This is a blog to discuss philosophy, chess, politics,
C. S. Lewis, or whatever it is that I'm in the mood to discuss.
'I don't exist" is not self-refuting.How do you (or I) know that I am not a non-existent object?some of the others are suspect too. One could simply Believe justifiably that nothing can be known with certainty. Didn't Socrates hold that view?

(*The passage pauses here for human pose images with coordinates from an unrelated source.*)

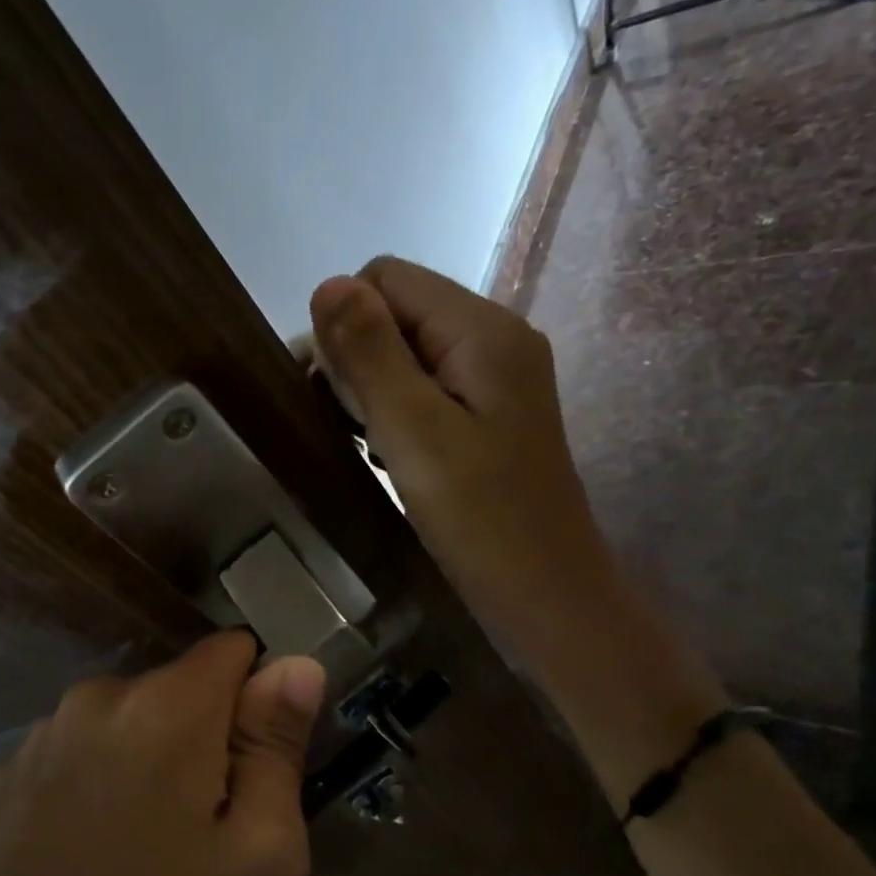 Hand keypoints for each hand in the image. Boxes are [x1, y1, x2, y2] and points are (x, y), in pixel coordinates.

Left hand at [0, 631, 325, 875]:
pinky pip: (76, 749)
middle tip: (203, 824)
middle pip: (178, 687)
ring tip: (142, 843)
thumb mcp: (262, 855)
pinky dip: (95, 778)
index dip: (257, 697)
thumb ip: (279, 745)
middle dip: (203, 734)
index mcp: (167, 705)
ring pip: (126, 717)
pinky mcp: (4, 772)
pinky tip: (87, 849)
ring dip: (146, 755)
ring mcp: (42, 732)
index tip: (254, 761)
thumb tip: (297, 665)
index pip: (233, 649)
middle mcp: (98, 695)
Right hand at [310, 257, 614, 648]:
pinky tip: (390, 451)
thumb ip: (369, 353)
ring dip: (373, 387)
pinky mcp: (491, 412)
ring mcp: (497, 377)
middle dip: (357, 357)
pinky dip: (396, 409)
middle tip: (348, 423)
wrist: (548, 596)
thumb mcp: (413, 431)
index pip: (386, 278)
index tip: (328, 388)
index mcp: (482, 329)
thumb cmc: (480, 518)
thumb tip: (327, 282)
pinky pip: (427, 385)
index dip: (343, 323)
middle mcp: (496, 337)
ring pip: (408, 350)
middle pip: (398, 310)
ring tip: (367, 441) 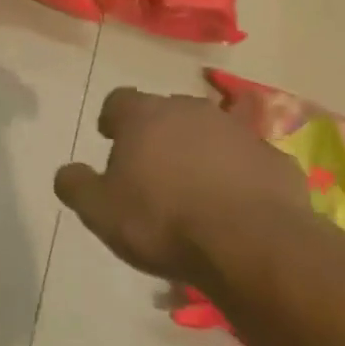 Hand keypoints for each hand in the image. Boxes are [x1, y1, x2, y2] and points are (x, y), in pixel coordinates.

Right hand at [53, 87, 315, 283]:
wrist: (253, 245)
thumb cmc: (162, 221)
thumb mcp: (99, 210)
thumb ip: (76, 185)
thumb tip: (68, 172)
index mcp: (144, 116)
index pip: (119, 100)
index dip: (112, 119)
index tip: (110, 139)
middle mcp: (191, 112)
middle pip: (166, 112)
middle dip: (157, 133)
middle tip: (151, 168)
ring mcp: (239, 133)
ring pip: (210, 133)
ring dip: (199, 152)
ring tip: (194, 190)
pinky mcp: (276, 161)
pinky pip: (248, 161)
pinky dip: (238, 175)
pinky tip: (233, 207)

My favourite example of self-refutation is one of "Sally Brown's" new philosophies in the Peanuts comic strip. She announces to Charlie "No. That's my new philosophy. I don't care what anyone says, the answer is always 'No'". Charlie simply says in response, without turning to look at Sally, "So that's your new philosophy, huh?"Sally thinks for a moment before saying "You ruined my new philosophy". At one stage I had this comic strip laminated and used it as a book mark, but it seems to have got lost. Wish I could find it ... Steve Lovell
GK:--One could simply Believe justifiably that nothing can be known with certainty.--this depends on equivocation over "believe justifiably" and "known with certainty" so that you want us to think they are the same at one point and not the same at another
I thought that "Believe justifiablyh" meant something like has a good probability of being true and know with certainty meant, well, known with certainty (impossibility of error).I believe justifiably that there are other people (so I naively think). I know with certainty I exist, I am in pain (when I am). etc. I think lots of phil. do deny that anything is known with certainty in this sense, though I have never quire understood why.
Good to see New Zealand represented here! Though I also think some of them aren't exactly "self"-refuting.